3. signal_tramp blocks the signal we are handling in current thread,
saves copies of siginfo and context on stack and frees the malloced
memory. It then calls the real handler with the signo, stack allocated
siginfo and context, and the original signal mask. IF the return handler
returns, the original signal mask is restored by signal_tramp: IF the
real handler unwinds, then it is its responsibility to reset the sigmask.

So, we have basically functional signal handlers outside the kernel, and
are no longer restricted by silly POSIX rules about which functions are
signal safe -- which we broke all the time.
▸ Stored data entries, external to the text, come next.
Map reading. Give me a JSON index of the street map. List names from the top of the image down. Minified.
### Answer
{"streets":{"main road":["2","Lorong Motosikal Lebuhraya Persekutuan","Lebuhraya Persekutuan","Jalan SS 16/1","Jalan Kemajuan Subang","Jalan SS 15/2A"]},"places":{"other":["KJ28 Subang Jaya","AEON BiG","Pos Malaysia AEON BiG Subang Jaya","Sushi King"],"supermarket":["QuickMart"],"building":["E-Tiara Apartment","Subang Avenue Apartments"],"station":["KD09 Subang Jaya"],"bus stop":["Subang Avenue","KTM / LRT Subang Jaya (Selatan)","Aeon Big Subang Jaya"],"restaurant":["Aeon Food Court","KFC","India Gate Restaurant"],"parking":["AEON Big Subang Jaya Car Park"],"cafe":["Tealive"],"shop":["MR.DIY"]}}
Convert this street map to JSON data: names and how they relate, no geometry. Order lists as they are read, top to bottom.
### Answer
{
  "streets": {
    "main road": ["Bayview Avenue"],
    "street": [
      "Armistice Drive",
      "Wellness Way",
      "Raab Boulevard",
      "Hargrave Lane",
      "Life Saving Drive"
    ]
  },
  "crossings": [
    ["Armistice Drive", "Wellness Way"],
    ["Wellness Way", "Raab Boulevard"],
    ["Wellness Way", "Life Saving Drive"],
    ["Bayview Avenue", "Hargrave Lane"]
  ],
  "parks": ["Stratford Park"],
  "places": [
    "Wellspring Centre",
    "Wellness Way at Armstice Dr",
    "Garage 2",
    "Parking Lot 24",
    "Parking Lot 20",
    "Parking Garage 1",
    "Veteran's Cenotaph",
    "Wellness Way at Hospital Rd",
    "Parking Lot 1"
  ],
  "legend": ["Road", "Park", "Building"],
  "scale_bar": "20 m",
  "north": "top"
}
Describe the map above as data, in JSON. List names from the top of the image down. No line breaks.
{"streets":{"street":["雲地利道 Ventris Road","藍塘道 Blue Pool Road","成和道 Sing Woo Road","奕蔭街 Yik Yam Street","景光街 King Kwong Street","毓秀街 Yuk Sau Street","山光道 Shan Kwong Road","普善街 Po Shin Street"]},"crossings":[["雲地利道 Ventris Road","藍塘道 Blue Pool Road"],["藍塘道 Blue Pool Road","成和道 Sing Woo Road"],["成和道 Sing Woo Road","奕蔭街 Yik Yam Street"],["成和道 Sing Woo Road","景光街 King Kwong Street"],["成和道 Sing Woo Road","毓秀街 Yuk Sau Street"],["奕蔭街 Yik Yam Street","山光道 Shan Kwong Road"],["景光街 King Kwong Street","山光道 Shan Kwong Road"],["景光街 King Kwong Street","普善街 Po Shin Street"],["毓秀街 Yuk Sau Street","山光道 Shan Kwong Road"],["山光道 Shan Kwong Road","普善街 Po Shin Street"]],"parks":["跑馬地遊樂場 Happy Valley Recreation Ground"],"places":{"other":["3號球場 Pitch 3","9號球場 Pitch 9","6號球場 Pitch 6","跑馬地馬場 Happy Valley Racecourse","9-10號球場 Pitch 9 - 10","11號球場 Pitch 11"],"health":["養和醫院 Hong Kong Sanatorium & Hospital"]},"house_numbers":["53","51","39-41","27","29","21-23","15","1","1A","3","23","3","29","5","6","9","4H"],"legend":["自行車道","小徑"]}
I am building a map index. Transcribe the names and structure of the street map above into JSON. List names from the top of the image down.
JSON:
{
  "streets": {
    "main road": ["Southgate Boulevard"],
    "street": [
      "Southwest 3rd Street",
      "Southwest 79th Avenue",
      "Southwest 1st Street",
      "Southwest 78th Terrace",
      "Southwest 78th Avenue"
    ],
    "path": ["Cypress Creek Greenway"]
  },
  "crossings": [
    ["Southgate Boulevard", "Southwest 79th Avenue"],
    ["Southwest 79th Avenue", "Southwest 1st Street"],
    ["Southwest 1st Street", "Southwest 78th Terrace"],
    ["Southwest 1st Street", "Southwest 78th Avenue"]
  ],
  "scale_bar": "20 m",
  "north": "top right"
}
The only thing we cannot do
is directly frob the context and return to it.

Todo: The initially malloced copies are just a quick hack: I am planning
to actually copy the siginfo and context directly to stack, so (1) we
don't need to worry if malloc is signal safe, and (2) we don't need to
worry about leaking memory due to asynch unwinds.

Todo: This is also still missing a bit of interrupt protection: we still
have to worry about asynch unwinds that catch us after we have
established the new signal mask.

How does this sound? Am I forgetting something obvious? Does this
approach make someone more uneady then running whatnot inside signal
handlers?

Cheers,

-- Nikodemus

-------------------------------------------------------------------------
Take Surveys. Earn Cash. Influence the Future of IT
Join SourceForge.net's Techsay panel and you'll get the chance to share your
opinions on IT & business topics through brief surveys-and earn cash
http://www.techsay.com/default.php?page=join.php&p=sourceforge&CID=DEVDEV
_______________________________________________
Sbcl-devel mailing list
Sbcl-...@lists.sourceforge.net
https://lists.sourceforge.net/lists/listinfo/sbcl-devel

Cyrus Harmon

unread,

Mar 22, 2007, 8:57:52 PM3/22/07

to Nikodemus Siivola, sbcl-devel

Nikodemus,

This sounds good. You may have looked at it, but x86-darwin-os.c
contains a similar approach for mach exception handling. One thing
that we did there is that we re-trap when we return which gives us
the opportunity to frob the signal context (equivalent) at that point
if we want.

Cyrus

Gábor Melis

unread,

Mar 23, 2007, 4:50:15 AM3/23/07

to sbcl-...@lists.sourceforge.net, Nikodemus Siivola

On Friday 23 March 2007 01:30, Nikodemus Siivola wrote:
> I have a proof of concept tree where GC happens outside the
> SIG_MEMORY_FAULT handler (working on x86-64 Linux), which is at least
> good enough to pass all tests...
>
> Here's what happens:
>
> 1. Signal handler calls
> arrange_return_to_signal_tramp(sigsegv_return_handler,
> signo, info, context);
>
> 2. This is like arrange_return_to_lisp_function, but instead of going
> to lisp we end up returning from the signal handler to call the
> function signal_tramp with (1) the real handler function, and (2 & 3)
> malloc'ed copies of siginfo and context.
>
> 3. signal_tramp blocks the signal we are handling in current thread,

Is there a window of time right before this when the signal is not
blocked?

> saves copies of siginfo and context on stack and frees the malloced
> memory. It then calls the real handler with the signo, stack
> allocated siginfo and context, and the original signal mask. IF the
> return handler returns, the original signal mask is restored by
> signal_tramp: IF the real handler unwinds, then it is its
> responsibility to reset the sigmask.
>
> So, we have basically functional signal handlers outside the kernel,
> and are no longer restricted by silly POSIX rules about which
> functions are signal safe -- which we broke all the time. The only
> thing we cannot do is directly frob the context and return to it.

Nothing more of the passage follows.